**Required work**
Every entry that follows must be written out exactly, apart from its pictures.

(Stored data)
++++++++++

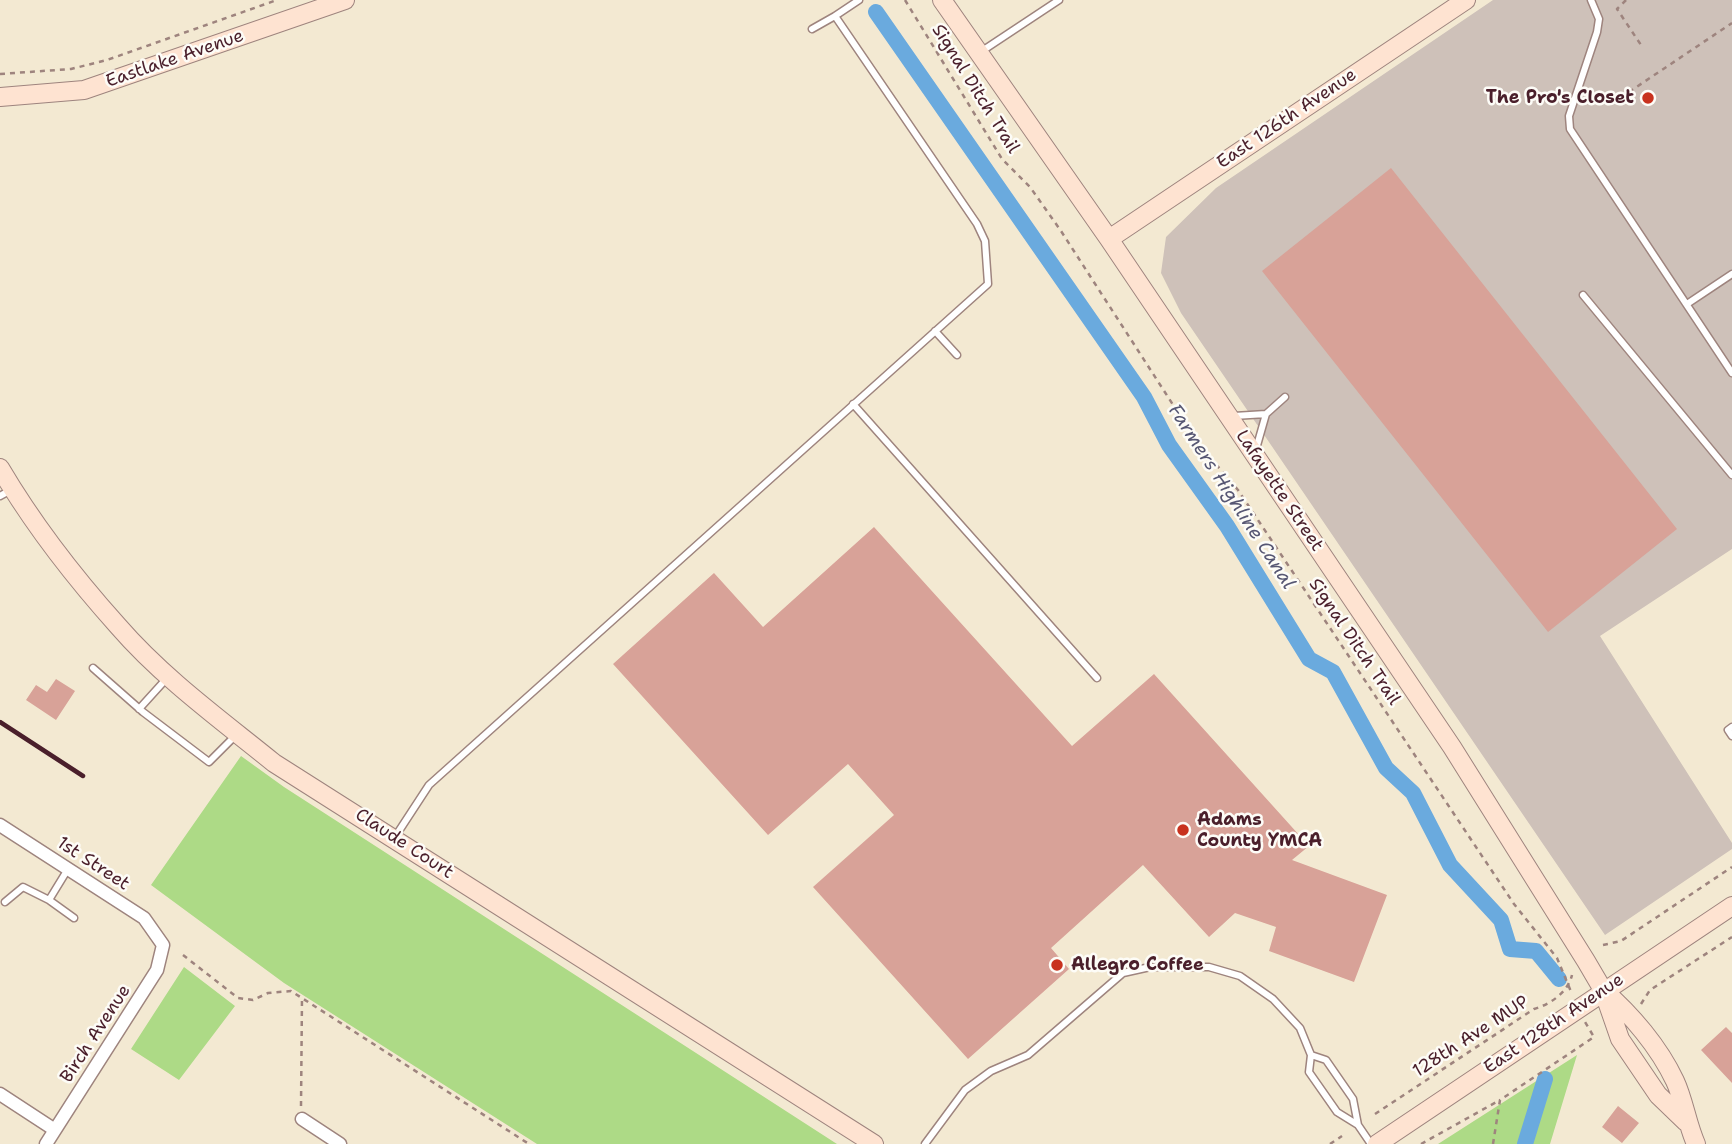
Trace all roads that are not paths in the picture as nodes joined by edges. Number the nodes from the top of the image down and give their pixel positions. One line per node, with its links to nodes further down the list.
1 (345, 0): 10 (street, Eastlake Avenue)
2 (859, 0): 7 (lane)
3 (942, 0): 9 (street, Lafayette Street)
4 (1059, 0): 9 (lane)
5 (1466, 0): 11 (street, East 126th Avenue)
6 (1591, 0): 14 (lane)
7 (835, 16): 8 (lane); 15 (lane)
8 (812, 29)
9 (979, 53): 11 (street, Lafayette Street)
10 (0, 97)
11 (1109, 239): 21 (street, Lafayette Street)
12 (1732, 274): 14 (lane)
13 (1583, 295): 24 (lane)
14 (1687, 304): 17 (lane)
15 (935, 331): 16 (lane); 19 (lane)
16 (957, 355)
17 (1732, 373)
18 (1285, 397): 20 (lane)
19 (853, 404): 28 (lane); 34 (lane)
20 (1266, 414): 21 (lane); 22 (lane)
21 (1229, 417): 22 (street, Lafayette Street)
22 (1254, 454): 41 (street, Lafayette Street)
23 (0, 468): 25 (street, Claude Court)
24 (1732, 475)
25 (6, 493): 27 (street, Claude Court)
26 (93, 668): 29 (lane)
27 (169, 675): 29 (lane); 31 (street, Claude Court)
28 (1097, 678)
29 (139, 709): 31 (lane)
30 (1732, 727): 32 (lane)
31 (237, 733): 34 (street, Claude Court)
32 (1732, 736)
33 (0, 825): 35 (street, 1st Street)
34 (395, 838): 49 (street, Claude Court)
35 (68, 869): 36 (lane); 40 (street, 1st Street)
36 (49, 900): 37 (lane); 39 (lane)
37 (5, 902)
38 (1732, 906): 41 (street, East 128th Avenue)
39 (74, 918)
40 (161, 939): 46 (street, Birch Avenue)
41 (1602, 990): 52 (street, East 128th Avenue); 53 (street, Lafayette Street)
42 (1311, 1055): 45 (lane); 45 (lane); 50 (lane)
43 (0, 1094): 46 (street)
44 (302, 1119): 48 (street)
45 (1358, 1125): 51 (lane)
46 (55, 1130): 47 (street, Birch Avenue)
47 (46, 1144)
48 (340, 1144)
49 (874, 1144)
50 (925, 1144)
51 (1371, 1144)
52 (1377, 1144)
53 (1696, 1144)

++++++++++

**Output for this exercise**
Trace all roads that are not paths in the picture as nodes joined by edges. Number the nodes from the top of the image down and give their pixel positions. One line per node, with its links to nodes further down the list.
1 (345, 0): 10 (street, Eastlake Avenue)
2 (859, 0): 7 (lane)
3 (942, 0): 9 (street, Lafayette Street)
4 (1059, 0): 9 (lane)
5 (1466, 0): 11 (street, East 126th Avenue)
6 (1591, 0): 14 (lane)
7 (835, 16): 8 (lane); 15 (lane)
8 (812, 29)
9 (979, 53): 11 (street, Lafayette Street)
10 (0, 97)
11 (1109, 239): 21 (street, Lafayette Street)
12 (1732, 274): 14 (lane)
13 (1583, 295): 24 (lane)
14 (1687, 304): 17 (lane)
15 (935, 331): 16 (lane); 19 (lane)
16 (957, 355)
17 (1732, 373)
18 (1285, 397): 20 (lane)
19 (853, 404): 28 (lane); 34 (lane)
20 (1266, 414): 21 (lane); 22 (lane)
21 (1229, 417): 22 (street, Lafayette Street)
22 (1254, 454): 41 (street, Lafayette Street)
23 (0, 468): 25 (street, Claude Court)
24 (1732, 475)
25 (6, 493): 27 (street, Claude Court)
26 (93, 668): 29 (lane)
27 (169, 675): 29 (lane); 31 (street, Claude Court)
28 (1097, 678)
29 (139, 709): 31 (lane)
30 (1732, 727): 32 (lane)
31 (237, 733): 34 (street, Claude Court)
32 (1732, 736)
33 (0, 825): 35 (street, 1st Street)
34 (395, 838): 49 (street, Claude Court)
35 (68, 869): 36 (lane); 40 (street, 1st Street)
36 (49, 900): 37 (lane); 39 (lane)
37 (5, 902)
38 (1732, 906): 41 (street, East 128th Avenue)
39 (74, 918)
40 (161, 939): 46 (street, Birch Avenue)
41 (1602, 990): 52 (street, East 128th Avenue); 53 (street, Lafayette Street)
42 (1311, 1055): 45 (lane); 45 (lane); 50 (lane)
43 (0, 1094): 46 (street)
44 (302, 1119): 48 (street)
45 (1358, 1125): 51 (lane)
46 (55, 1130): 47 (street, Birch Avenue)
47 (46, 1144)
48 (340, 1144)
49 (874, 1144)
50 (925, 1144)
51 (1371, 1144)
52 (1377, 1144)
53 (1696, 1144)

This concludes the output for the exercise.